* Task requirements: Which lines of the entries contain the string "Right"? Please find them and copy them.

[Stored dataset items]
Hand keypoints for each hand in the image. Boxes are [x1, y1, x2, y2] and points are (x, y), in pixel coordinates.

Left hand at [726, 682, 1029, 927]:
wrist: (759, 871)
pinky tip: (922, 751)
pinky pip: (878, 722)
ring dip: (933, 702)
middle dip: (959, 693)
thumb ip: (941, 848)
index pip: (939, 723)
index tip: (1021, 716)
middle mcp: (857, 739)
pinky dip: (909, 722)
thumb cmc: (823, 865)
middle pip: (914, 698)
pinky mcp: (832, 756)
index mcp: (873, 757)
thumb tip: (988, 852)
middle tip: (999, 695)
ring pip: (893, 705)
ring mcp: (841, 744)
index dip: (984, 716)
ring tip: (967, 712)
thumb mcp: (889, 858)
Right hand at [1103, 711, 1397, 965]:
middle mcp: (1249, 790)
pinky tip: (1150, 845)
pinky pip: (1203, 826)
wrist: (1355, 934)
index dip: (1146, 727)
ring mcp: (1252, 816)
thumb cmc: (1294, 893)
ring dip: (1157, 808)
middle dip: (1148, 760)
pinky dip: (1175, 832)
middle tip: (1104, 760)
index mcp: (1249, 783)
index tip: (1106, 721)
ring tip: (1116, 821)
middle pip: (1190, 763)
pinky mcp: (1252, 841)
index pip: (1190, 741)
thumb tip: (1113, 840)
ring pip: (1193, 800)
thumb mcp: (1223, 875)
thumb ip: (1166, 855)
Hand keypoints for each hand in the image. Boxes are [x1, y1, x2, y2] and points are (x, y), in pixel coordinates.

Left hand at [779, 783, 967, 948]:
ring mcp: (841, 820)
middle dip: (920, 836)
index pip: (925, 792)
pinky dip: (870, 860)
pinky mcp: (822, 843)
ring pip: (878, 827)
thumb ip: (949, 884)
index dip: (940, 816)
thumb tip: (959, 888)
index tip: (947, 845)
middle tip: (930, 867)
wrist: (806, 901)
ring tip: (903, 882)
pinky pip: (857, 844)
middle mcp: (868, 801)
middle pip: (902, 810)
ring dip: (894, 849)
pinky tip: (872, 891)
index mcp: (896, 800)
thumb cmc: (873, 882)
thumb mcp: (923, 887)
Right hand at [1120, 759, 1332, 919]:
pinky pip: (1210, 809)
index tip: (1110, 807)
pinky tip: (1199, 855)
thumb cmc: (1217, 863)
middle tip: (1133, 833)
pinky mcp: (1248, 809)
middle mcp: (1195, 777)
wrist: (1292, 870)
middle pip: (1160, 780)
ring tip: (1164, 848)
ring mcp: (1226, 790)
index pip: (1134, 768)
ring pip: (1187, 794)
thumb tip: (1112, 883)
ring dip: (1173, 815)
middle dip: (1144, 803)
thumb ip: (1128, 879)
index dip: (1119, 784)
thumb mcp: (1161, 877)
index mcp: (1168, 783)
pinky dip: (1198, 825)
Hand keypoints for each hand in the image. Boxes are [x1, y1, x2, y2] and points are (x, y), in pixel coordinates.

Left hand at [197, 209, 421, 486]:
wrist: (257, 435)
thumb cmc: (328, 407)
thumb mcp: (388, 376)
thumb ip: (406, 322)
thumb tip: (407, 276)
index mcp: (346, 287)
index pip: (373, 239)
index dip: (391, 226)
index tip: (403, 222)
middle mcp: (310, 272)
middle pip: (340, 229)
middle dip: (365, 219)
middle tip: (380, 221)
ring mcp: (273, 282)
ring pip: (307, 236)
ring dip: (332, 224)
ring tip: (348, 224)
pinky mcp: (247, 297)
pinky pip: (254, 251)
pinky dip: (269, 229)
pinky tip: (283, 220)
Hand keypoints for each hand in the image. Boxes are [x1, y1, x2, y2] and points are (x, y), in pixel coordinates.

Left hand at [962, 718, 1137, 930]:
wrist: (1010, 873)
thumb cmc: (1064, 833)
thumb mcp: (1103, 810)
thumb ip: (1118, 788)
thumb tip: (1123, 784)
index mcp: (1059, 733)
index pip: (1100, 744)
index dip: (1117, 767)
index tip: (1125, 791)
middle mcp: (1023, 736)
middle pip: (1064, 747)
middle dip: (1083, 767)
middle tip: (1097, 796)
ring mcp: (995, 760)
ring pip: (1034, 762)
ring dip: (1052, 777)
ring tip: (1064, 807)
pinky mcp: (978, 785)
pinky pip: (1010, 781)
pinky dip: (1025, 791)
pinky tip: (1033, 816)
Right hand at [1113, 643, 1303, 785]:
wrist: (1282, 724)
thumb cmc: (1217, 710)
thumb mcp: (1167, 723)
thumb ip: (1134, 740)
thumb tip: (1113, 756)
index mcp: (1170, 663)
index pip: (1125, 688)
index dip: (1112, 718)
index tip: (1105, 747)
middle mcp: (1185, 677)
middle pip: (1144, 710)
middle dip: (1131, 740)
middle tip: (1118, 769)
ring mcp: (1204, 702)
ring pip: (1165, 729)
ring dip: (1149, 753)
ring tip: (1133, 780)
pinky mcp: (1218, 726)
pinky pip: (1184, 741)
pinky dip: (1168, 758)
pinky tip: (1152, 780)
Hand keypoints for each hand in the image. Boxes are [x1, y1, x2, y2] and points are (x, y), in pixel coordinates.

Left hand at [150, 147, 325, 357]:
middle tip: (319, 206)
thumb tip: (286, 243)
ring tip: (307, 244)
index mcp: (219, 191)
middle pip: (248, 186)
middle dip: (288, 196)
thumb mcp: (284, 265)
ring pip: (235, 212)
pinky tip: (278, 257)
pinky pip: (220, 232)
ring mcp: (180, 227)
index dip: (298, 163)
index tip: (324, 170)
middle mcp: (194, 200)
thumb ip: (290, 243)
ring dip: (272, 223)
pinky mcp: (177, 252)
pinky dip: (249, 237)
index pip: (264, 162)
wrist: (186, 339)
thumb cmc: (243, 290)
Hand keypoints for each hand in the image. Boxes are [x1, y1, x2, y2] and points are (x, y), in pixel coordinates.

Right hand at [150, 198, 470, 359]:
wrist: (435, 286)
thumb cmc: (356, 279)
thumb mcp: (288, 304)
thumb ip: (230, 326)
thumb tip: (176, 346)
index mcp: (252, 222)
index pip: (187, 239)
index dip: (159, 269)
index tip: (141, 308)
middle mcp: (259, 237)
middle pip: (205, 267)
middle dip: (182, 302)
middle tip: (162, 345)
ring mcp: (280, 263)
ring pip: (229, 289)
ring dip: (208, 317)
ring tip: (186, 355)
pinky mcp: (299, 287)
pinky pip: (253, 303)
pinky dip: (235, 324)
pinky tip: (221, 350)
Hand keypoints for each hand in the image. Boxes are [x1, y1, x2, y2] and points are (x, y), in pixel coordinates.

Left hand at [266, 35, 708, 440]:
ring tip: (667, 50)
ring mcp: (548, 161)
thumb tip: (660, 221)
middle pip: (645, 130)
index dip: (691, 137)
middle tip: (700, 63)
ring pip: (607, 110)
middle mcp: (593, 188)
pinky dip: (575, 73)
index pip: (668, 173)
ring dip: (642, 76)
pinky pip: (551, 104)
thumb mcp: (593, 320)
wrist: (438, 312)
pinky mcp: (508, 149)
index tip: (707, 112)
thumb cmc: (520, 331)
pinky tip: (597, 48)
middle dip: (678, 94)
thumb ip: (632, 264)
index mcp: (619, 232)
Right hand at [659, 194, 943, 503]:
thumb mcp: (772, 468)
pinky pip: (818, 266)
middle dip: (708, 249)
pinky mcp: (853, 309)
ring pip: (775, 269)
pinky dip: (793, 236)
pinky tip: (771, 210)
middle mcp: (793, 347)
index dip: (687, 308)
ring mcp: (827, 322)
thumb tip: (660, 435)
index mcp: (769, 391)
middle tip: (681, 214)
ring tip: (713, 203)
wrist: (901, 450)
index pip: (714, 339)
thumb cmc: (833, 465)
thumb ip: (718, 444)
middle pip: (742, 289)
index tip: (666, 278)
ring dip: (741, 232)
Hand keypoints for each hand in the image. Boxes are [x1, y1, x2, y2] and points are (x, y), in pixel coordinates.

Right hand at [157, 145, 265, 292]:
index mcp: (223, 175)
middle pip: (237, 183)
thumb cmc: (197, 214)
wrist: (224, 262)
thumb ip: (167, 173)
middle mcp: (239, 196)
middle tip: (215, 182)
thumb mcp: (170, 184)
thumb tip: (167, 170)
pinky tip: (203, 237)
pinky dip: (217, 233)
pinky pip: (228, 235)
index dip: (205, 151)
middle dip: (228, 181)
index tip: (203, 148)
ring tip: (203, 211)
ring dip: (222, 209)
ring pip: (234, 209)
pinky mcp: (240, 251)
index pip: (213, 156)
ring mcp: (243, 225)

* Output for this task:
Right hand at [1103, 711, 1397, 965]:
Right hand at [1120, 759, 1332, 919]:
Right hand at [1113, 643, 1303, 785]:
Right hand at [150, 198, 470, 359]:
Right hand at [659, 194, 943, 503]:
Right hand at [157, 145, 265, 292]:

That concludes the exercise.